- [Task goal] Using the data below, gather each line that includes the word "Which".

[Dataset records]
○ ○ ○ ○ ○

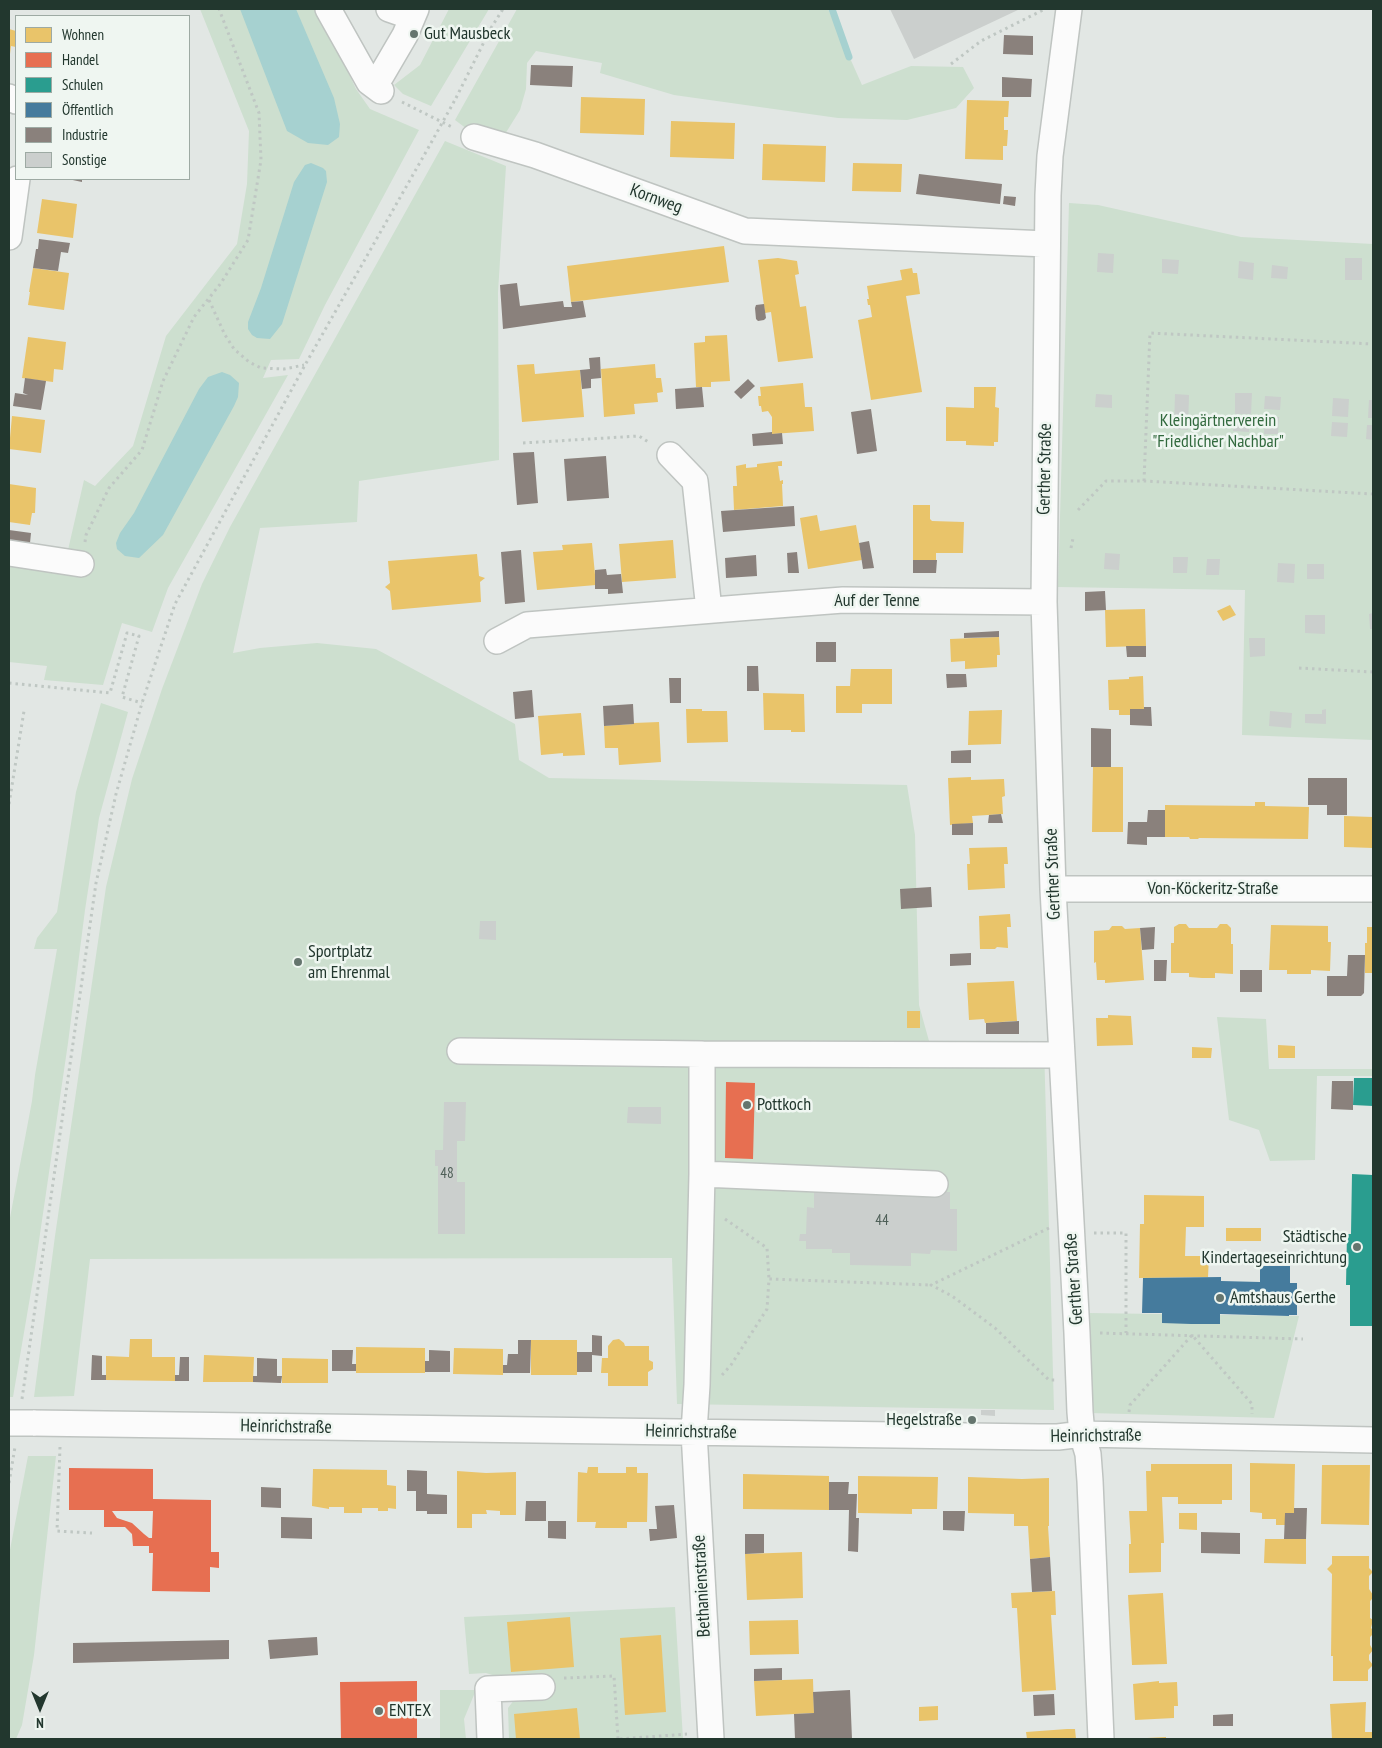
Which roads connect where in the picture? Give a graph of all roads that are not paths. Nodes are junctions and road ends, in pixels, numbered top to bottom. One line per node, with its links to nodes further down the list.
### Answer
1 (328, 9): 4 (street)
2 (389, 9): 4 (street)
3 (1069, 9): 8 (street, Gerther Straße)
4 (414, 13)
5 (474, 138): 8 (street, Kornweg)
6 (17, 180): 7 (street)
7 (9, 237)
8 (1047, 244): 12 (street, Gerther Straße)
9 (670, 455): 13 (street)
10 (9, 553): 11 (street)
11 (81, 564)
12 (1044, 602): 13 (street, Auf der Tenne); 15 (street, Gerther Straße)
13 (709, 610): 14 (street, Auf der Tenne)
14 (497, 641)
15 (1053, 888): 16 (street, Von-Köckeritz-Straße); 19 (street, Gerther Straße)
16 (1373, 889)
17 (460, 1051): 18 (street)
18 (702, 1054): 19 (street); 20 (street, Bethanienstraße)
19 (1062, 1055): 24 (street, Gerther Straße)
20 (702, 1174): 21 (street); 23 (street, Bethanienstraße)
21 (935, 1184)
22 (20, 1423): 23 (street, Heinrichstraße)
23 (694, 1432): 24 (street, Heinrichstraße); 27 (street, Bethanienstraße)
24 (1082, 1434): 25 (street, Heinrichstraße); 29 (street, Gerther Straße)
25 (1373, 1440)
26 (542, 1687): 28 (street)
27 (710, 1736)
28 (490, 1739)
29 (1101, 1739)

○ ○ ○ ○ ○

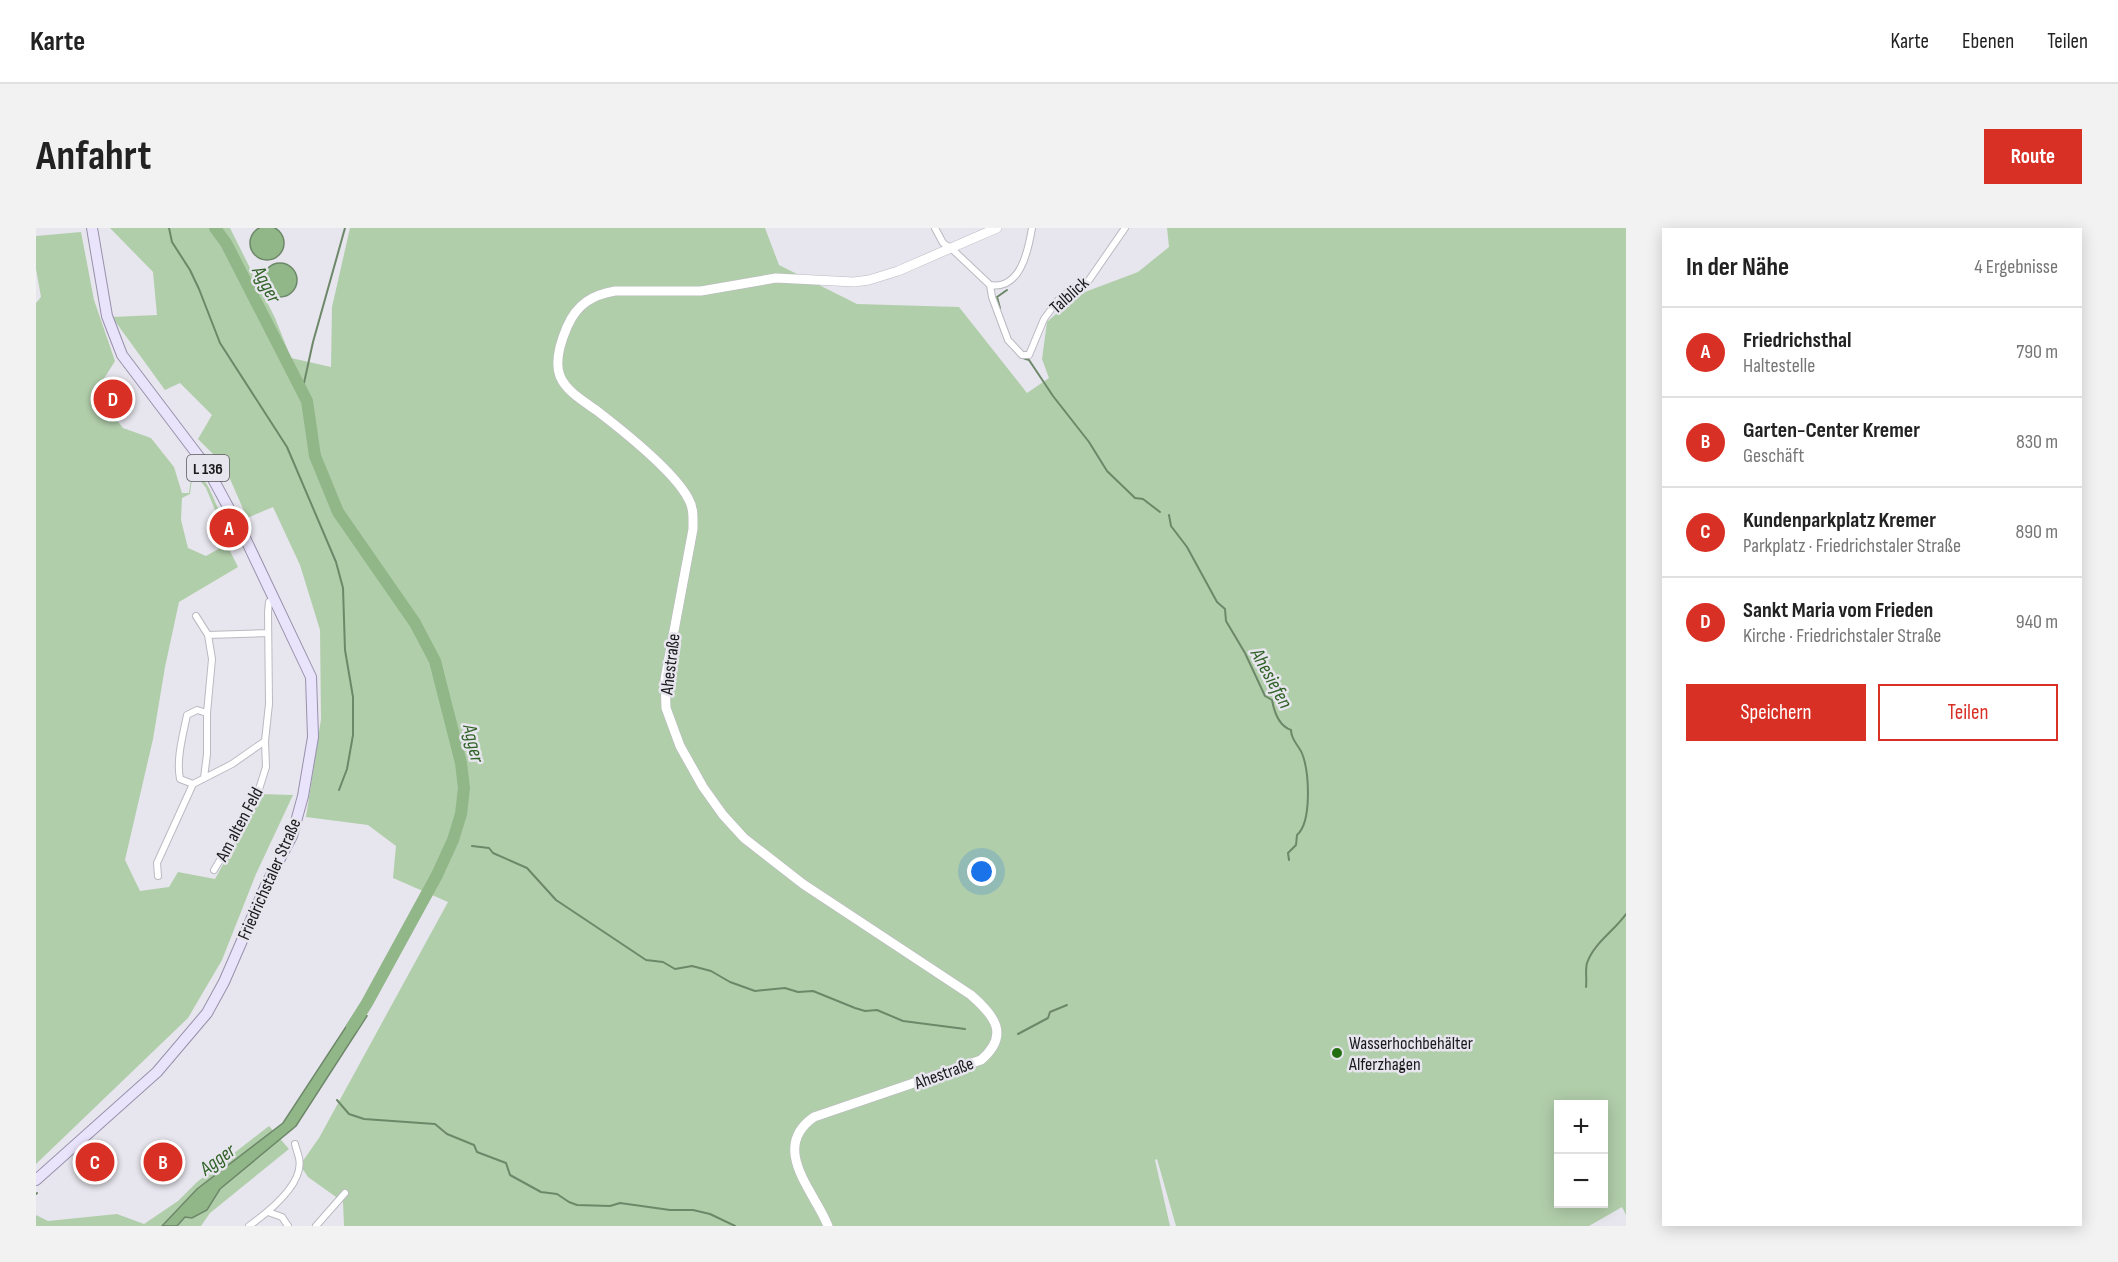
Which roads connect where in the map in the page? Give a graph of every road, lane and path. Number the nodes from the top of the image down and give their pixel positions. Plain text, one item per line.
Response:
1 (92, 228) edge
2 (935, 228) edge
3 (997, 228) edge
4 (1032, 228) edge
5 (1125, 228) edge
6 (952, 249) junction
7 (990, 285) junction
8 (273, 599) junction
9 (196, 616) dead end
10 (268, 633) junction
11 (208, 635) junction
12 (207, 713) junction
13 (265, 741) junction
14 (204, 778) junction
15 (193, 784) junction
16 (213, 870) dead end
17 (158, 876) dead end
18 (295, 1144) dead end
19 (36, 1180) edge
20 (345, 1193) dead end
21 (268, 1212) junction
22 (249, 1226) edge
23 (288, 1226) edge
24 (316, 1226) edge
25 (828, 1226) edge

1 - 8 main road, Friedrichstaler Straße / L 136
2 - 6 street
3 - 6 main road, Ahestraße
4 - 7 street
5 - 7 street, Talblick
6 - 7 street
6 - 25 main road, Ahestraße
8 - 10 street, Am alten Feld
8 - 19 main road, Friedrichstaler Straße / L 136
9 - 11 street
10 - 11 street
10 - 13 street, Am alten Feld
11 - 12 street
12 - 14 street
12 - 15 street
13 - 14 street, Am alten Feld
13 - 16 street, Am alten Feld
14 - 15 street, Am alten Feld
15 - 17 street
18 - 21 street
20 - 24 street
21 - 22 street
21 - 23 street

○ ○ ○ ○ ○

- [Task answer]
Which roads connect where in the picture? Give a graph of all roads that are not paths. Nodes are junctions and road ends, in pixels, numbered top to bottom. One line per node, with its links to nodes further down the list.
Which roads connect where in the map in the page? Give a graph of every road, lane and path. Number the nodes from the top of the image down and give their pixel positions. Plain text, one item per line.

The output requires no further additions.